Scudder also reported:
“Your personal freedom is important to me and to you, but your personal freedom doesn’t come to harming your neighbors,” Jenkins said. “I’m hopeful that we will turn the tide somewhat with these orders.”
Jenkins has said masking is necessary to help slow the spread of the delta variant of the COVID-19 virus as cases skyrocket and hospitals quickly run out of beds. The county announced more than 3,000 new cases over three days on Tuesday. UT Southwestern Medical Center predicts the county will reach more than 2,000 daily cases and 1,500-plus hospitalized patients by late August.
Jenkins first issued mask orders in April 2020, about a month after coronavirus cases first started popping up in Dallas County and elsewhere. At that time, orders also included lockdown and occupancy limits. Jenkins said that CDC guidance has changed and does not recommend such drastic action, but that his order could change.
“You may see more orders, you may see changes,” Jenkins said. “It’s a small price to pay to protect our children and public health.”
Paxton and Abbott released a statement on Wednesday, with Paxton calling out "activist characters," including "Attention-grabbing judges and mayors."

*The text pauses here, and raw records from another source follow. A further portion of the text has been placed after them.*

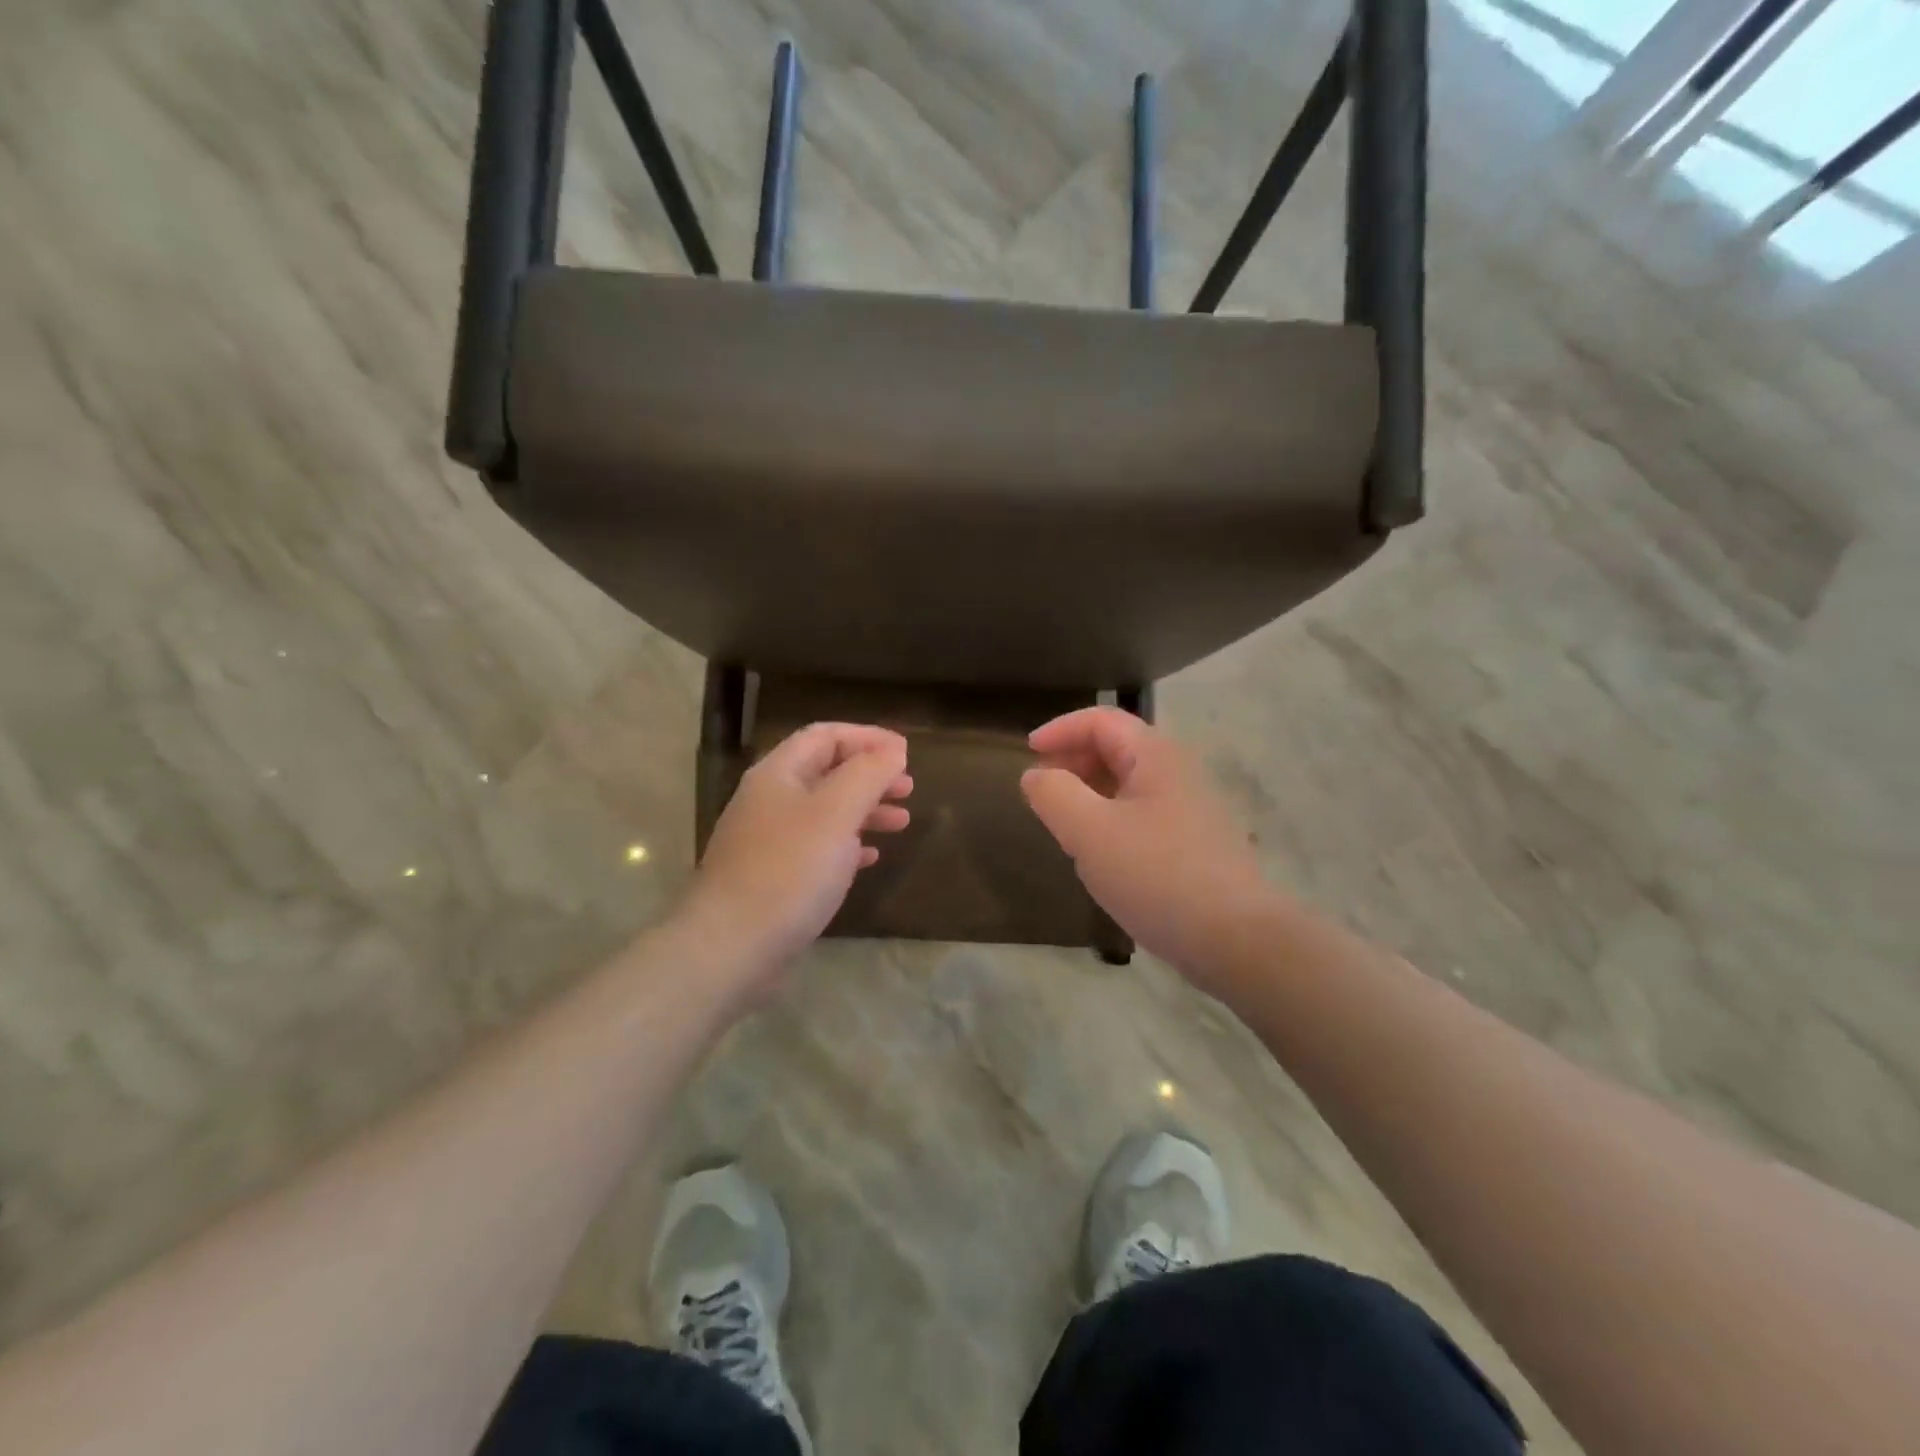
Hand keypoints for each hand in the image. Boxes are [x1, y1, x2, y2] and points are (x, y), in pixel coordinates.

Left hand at [680, 723, 911, 988]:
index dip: (868, 737)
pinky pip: (817, 847)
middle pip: (826, 771)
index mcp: (778, 774)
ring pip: (825, 811)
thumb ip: (868, 774)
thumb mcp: (837, 812)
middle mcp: (769, 800)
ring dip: (865, 810)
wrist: (732, 946)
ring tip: (902, 822)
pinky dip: (848, 843)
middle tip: (909, 788)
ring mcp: (768, 840)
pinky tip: (871, 856)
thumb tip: (892, 750)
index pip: (825, 736)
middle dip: (870, 775)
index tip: (906, 753)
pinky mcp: (773, 877)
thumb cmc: (789, 870)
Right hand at [1021, 708, 1273, 984]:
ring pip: (1130, 783)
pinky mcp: (1196, 843)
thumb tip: (1036, 774)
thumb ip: (1054, 794)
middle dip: (1073, 760)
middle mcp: (1178, 771)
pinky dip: (1112, 818)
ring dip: (1091, 792)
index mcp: (1155, 755)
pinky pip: (1143, 814)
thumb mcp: (1089, 832)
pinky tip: (1102, 854)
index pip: (1101, 720)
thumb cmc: (1156, 875)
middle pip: (1117, 747)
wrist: (1236, 939)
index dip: (1060, 730)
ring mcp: (1192, 808)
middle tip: (1042, 791)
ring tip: (1064, 824)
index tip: (1026, 754)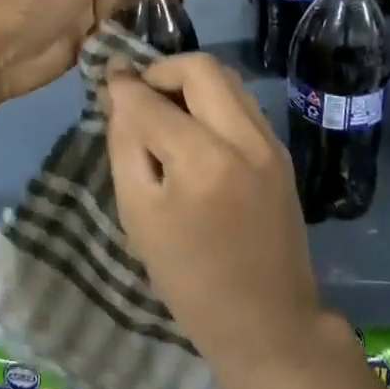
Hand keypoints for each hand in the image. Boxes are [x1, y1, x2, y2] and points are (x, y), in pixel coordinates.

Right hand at [105, 54, 325, 382]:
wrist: (267, 321)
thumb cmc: (189, 279)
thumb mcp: (139, 215)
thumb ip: (126, 145)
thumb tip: (120, 94)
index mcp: (202, 159)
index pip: (152, 98)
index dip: (123, 84)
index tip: (108, 78)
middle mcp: (243, 137)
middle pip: (200, 67)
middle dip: (163, 70)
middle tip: (139, 95)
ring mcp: (269, 142)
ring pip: (227, 79)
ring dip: (191, 82)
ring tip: (166, 112)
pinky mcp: (281, 152)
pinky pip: (243, 104)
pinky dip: (213, 101)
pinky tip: (195, 131)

This isn’t the 1st time we have dealt w/activist characters. It’s deja vu all over again. Attention-grabbing judges & mayors have defied exec. orders before, when the pandemic 1st started, & the courts ruled on our side – the law. We will fight mask mandates & win! #MaskMandates pic.twitter.com/ueaHzPuy7H— Attorney General Ken Paxton (@KenPaxtonTX) August 12, 2021
Texas is under several other legal battles, as well, which Townhall has also covered.
The Biden administration, via Attorney General Merrick Garland, sued Abbott and the state over an executive order from the governor seeking to protect Texans from by stopping ground transportation of illegal immigrants who might test positive for the Wuhan coronavirus and which directed any vehicle suspected of such a violation to be stopped and turned back.
Texas Democrats have also sued Gov. Abbott and other Republican officials over threats of arrest after the Democrats fled from the state while the legislature was in session, in violation of Texas law. The Texas Supreme Court ruled this week that law enforcement has the authority to arrest the legislators.